━━━━━ MATERIAL SHOWN ━━━━━

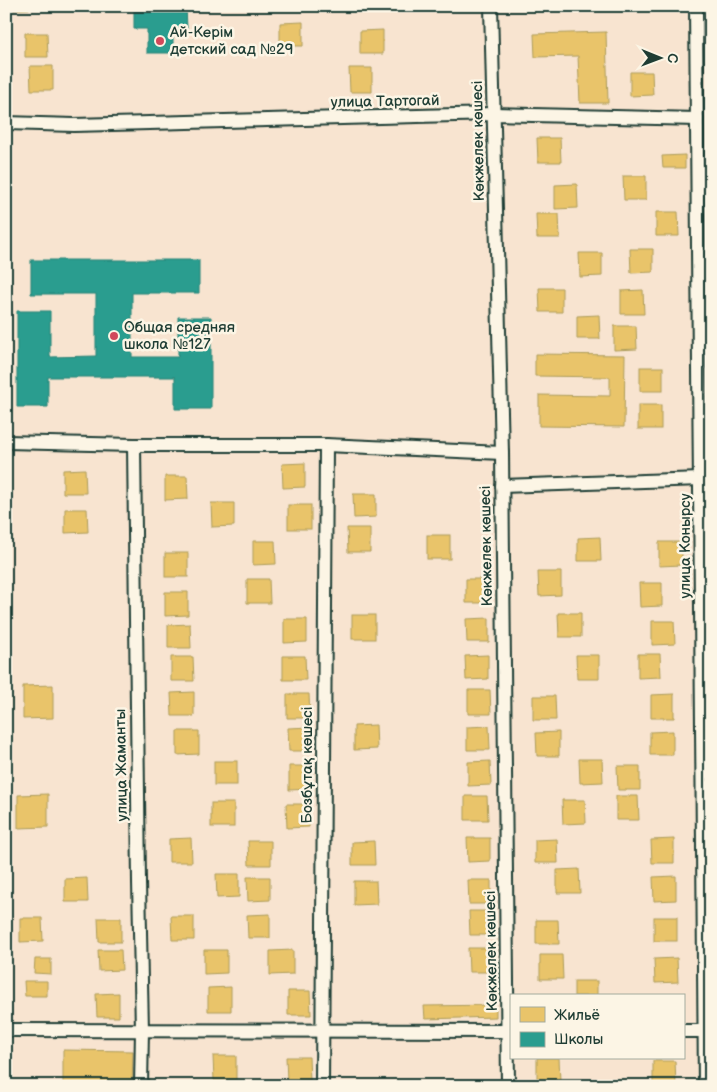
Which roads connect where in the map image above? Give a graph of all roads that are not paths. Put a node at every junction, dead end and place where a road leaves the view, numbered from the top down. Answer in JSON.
{"nodes":[{"id":1,"x":491,"y":6,"type":"edge"},
{"id":2,"x":696,"y":6,"type":"edge"},
{"id":3,"x":494,"y":114,"type":"junction"},
{"id":4,"x":697,"y":119,"type":"junction"},
{"id":5,"x":6,"y":123,"type":"edge"},
{"id":6,"x":6,"y":442,"type":"edge"},
{"id":7,"x":134,"y":444,"type":"junction"},
{"id":8,"x":326,"y":445,"type":"junction"},
{"id":9,"x":502,"y":453,"type":"junction"},
{"id":10,"x":706,"y":476,"type":"edge"},
{"id":11,"x":502,"y":486,"type":"junction"},
{"id":12,"x":6,"y":1030,"type":"edge"},
{"id":13,"x":142,"y":1030,"type":"junction"},
{"id":14,"x":322,"y":1030,"type":"junction"},
{"id":15,"x":509,"y":1031,"type":"edge"},
{"id":16,"x":684,"y":1031,"type":"edge"},
{"id":17,"x":708,"y":1031,"type":"edge"},
{"id":18,"x":142,"y":1086,"type":"edge"},
{"id":19,"x":322,"y":1086,"type":"edge"},
{"id":20,"x":508,"y":1086,"type":"edge"},
{"id":21,"x":705,"y":1086,"type":"edge"}],
"edges":[{"from":1,"to":3,"type":"street","name":"Көкжелек көшесі"},
{"from":2,"to":4,"type":"street","name":"улица Конырсу"},
{"from":3,"to":4,"type":"street","name":"улица Тартогай"},
{"from":3,"to":5,"type":"street","name":"улица Тартогай"},
{"from":3,"to":9,"type":"street","name":"Көкжелек көшесі"},
{"from":4,"to":10,"type":"street","name":"улица Конырсу"},
{"from":6,"to":7,"type":"street"},
{"from":7,"to":8,"type":"street"},
{"from":7,"to":13,"type":"street","name":"улица Жаманты"},
{"from":8,"to":9,"type":"street"},
{"from":8,"to":14,"type":"street","name":"Бозбұтақ көшесі"},
{"from":9,"to":11,"type":"street","name":"Көкжелек көшесі"},
{"from":10,"to":11,"type":"street"},
{"from":10,"to":17,"type":"street","name":"улица Конырсу"},
{"from":11,"to":15,"type":"street","name":"Көкжелек көшесі"},
{"from":12,"to":13,"type":"street"},
{"from":13,"to":14,"type":"street"},
{"from":13,"to":18,"type":"street","name":"улица Жаманты"},
{"from":14,"to":15,"type":"street"},
{"from":14,"to":19,"type":"street","name":"Бозбұтақ көшесі"},
{"from":15,"to":20,"type":"street","name":"Көкжелек көшесі"},
{"from":16,"to":17,"type":"street"},
{"from":17,"to":21,"type":"street","name":"улица Конырсу"}]}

━━━━━

EXERCISE DIRECTIONS ▸
If a line in the entries holds the string "көшесі", copy it.

OUTPUT FOR THIS TASK ▸
"edges":[{"from":1,"to":3,"type":"street","name":"Көкжелек көшесі"},
{"from":3,"to":9,"type":"street","name":"Көкжелек көшесі"},
{"from":8,"to":14,"type":"street","name":"Бозбұтақ көшесі"},
{"from":9,"to":11,"type":"street","name":"Көкжелек көшесі"},
{"from":11,"to":15,"type":"street","name":"Көкжелек көшесі"},
{"from":14,"to":19,"type":"street","name":"Бозбұтақ көшесі"},
{"from":15,"to":20,"type":"street","name":"Көкжелек көшесі"},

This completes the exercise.